Stored data
• • •

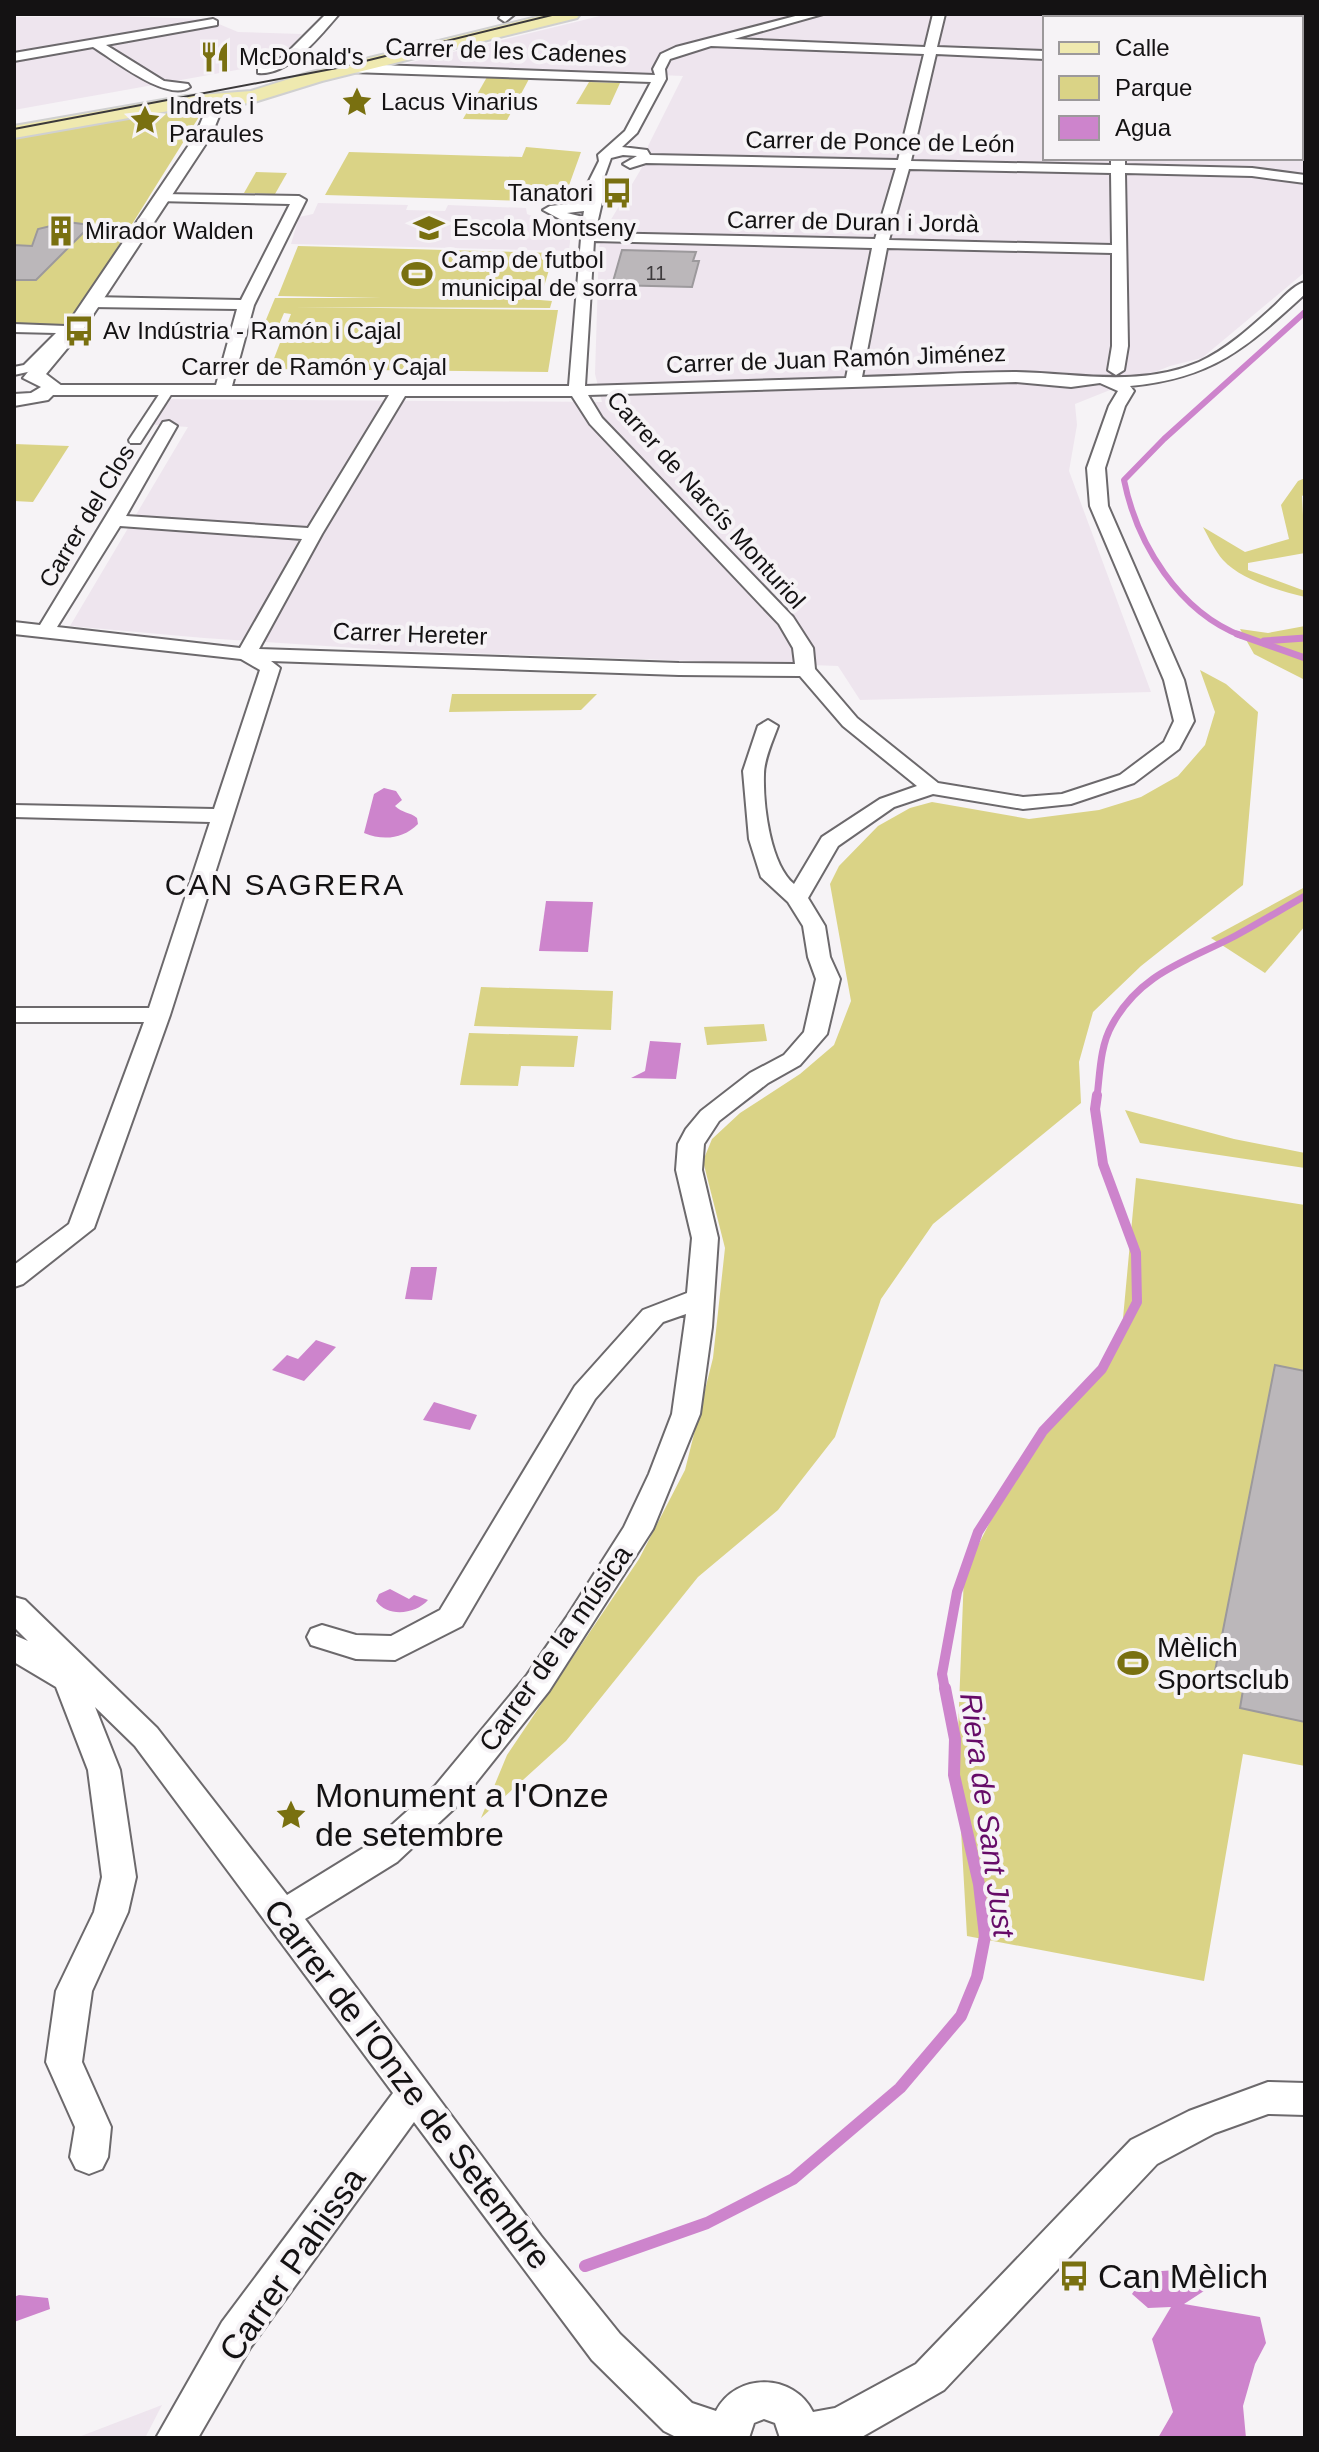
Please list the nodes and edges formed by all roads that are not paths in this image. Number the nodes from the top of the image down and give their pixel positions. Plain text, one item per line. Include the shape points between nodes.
1 (333, 14) edge
2 (571, 14) edge
3 (817, 14) edge
4 (939, 14) edge
5 (512, 15) edge
6 (213, 23) dead end
7 (710, 42) junction
8 (95, 43) junction
9 (928, 51) junction
10 (1043, 55) edge
11 (14, 57) edge
12 (292, 68) junction
13 (351, 68) junction
14 (241, 72) dead end
15 (660, 79) junction
16 (182, 88) junction
17 (204, 90) junction
18 (251, 97) junction
19 (14, 119) edge
20 (14, 132) edge
21 (630, 133) junction
22 (203, 136) junction
23 (641, 156) junction
24 (606, 158) junction
25 (904, 164) junction
26 (1119, 164) edge
27 (628, 165) junction
28 (1305, 179) edge
29 (598, 189) junction
30 (161, 198) junction
31 (546, 210) dead end
32 (590, 222) junction
33 (880, 245) junction
34 (1117, 249) junction
35 (1305, 286) edge
36 (91, 302) junction
37 (246, 305) junction
38 (14, 328) edge
39 (1123, 378) junction
40 (853, 382) junction
41 (18, 389) edge
42 (51, 390) joint
43 (168, 390) junction
44 (222, 391) junction
45 (577, 391) junction
46 (399, 392) junction
47 (169, 426) dead end
48 (135, 440) dead end
49 (115, 520) junction
50 (313, 534) junction
51 (14, 628) edge
52 (46, 630) junction
53 (246, 654) junction
54 (805, 670) junction
55 (768, 726) dead end
56 (932, 788) junction
57 (14, 811) edge
58 (221, 816) junction
59 (797, 898) junction
60 (14, 1015) edge
61 (158, 1015) junction
62 (14, 1278) edge
63 (701, 1298) junction
64 (14, 1608) edge
65 (322, 1637) dead end
66 (14, 1647) edge
67 (69, 1681) junction
68 (110, 1704) junction
69 (283, 1915) junction
70 (413, 2094) junction
71 (1305, 2099) edge
72 (89, 2157) dead end
73 (729, 2436) edge
74 (801, 2436) edge
75 (176, 2438) edge

1 - 12 street
2 - 13 main road
3 - 7 street
4 - 9 street
5 - 12 main road
6 - 8 street
7 - 9 street
7 - 15 street via 665,57
8 - 11 street
8 - 16 street via 161,84
9 - 10 street
9 - 25 street
12 - 13 main road
12 - 14 main road
12 - 18 main road
13 - 15 street, Carrer de les Cadenes
15 - 21 street
16 - 17 main road via 187,95
16 - 19 main road
17 - 18 main road
17 - 20 main road
17 - 22 street via 214,109
18 - 22 street via 231,105
21 - 23 street
21 - 24 street
22 - 30 street
23 - 24 street via 616,151
23 - 25 street, Carrer de Ponce de León
23 - 27 street
24 - 27 street
24 - 29 street, Carrer de Narcís Monturiol via 595,183
25 - 26 street, Carrer de Ponce de León
25 - 33 street
26 - 28 street, Carrer de Ponce de León
26 - 34 street
27 - 29 street
29 - 32 street, Carrer de Narcís Monturiol
30 - 36 street
30 - 37 street via 299,200
31 - 32 street, Carrer de Duran i Jordà
32 - 33 street, Carrer de Duran i Jordà
32 - 45 street, Carrer de Narcís Monturiol
33 - 34 street, Carrer de Duran i Jordà
33 - 40 street
34 - 39 street
35 - 39 street via 1221,357 1173,374
36 - 37 street
36 - 41 street
37 - 44 street
38 - 41 street via 66,330 28,368
39 - 40 street, Carrer de Juan Ramón Jiménez
39 - 56 street via 1126,391 1096,468 1099,506 1174,680 1184,721 1172,745 1127,779 1064,800 1023,803
40 - 45 street, Carrer de Juan Ramón Jiménez
41 - 42 street via 35,398
42 - 43 street, Carrer de Ramón y Cajal
43 - 44 street, Carrer de Ramón y Cajal
43 - 48 street
44 - 46 street, Carrer de Ramón y Cajal
45 - 46 street, Carrer de Ramón y Cajal
45 - 54 street, Carrer de Narcís Monturiol via 616,442 786,621 803,648
46 - 50 street
47 - 49 street, Carrer del Clos
49 - 50 street
49 - 52 street, Carrer del Clos
50 - 53 street
51 - 52 street, Carrer Hereter
52 - 53 street, Carrer Hereter
53 - 54 street, Carrer Hereter
53 - 58 street via 270,668
54 - 56 street, Carrer de Narcís Monturiol via 850,722
55 - 59 street, Carrer de la música via 753,771 760,839 772,877
56 - 59 street via 887,803 830,842
57 - 58 street
58 - 61 street
59 - 63 street, Carrer de la música via 814,926 828,979 823,1010 815,1034 792,1060 738,1093 694,1137 689,1170 705,1238
60 - 61 street
61 - 62 street via 81,1228
63 - 65 street via 653,1316 585,1393 451,1618 395,1648 356,1647
63 - 69 street, Carrer de la música via 686,1414 671,1454 638,1529 577,1626 447,1795 385,1852
64 - 68 street, Carrer de l'Onze de Setembre
66 - 67 street, Carrer de l'Onze de Setembre
67 - 68 street, Carrer de l'Onze de Setembre
67 - 72 street via 104,1770 119,1877 111,1912 74,1991 64,2062 93,2127
68 - 69 street, Carrer de l'Onze de Setembre via 146,1737
69 - 70 street, Carrer de l'Onze de Setembre
70 - 73 street, Carrer de l'Onze de Setembre via 606,2347 678,2417
70 - 75 street, Carrer Pahissa via 236,2335
71 - 74 street via 1268,2098 1202,2122 1144,2152 930,2377 841,2427
73 - 74 street via 741,2407 761,2399 788,2408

• • •

§ Work item
Would you please copy every line in the data that contains the word "León"?

§ Answer space
23 - 25 street, Carrer de Ponce de León
25 - 26 street, Carrer de Ponce de León
26 - 28 street, Carrer de Ponce de León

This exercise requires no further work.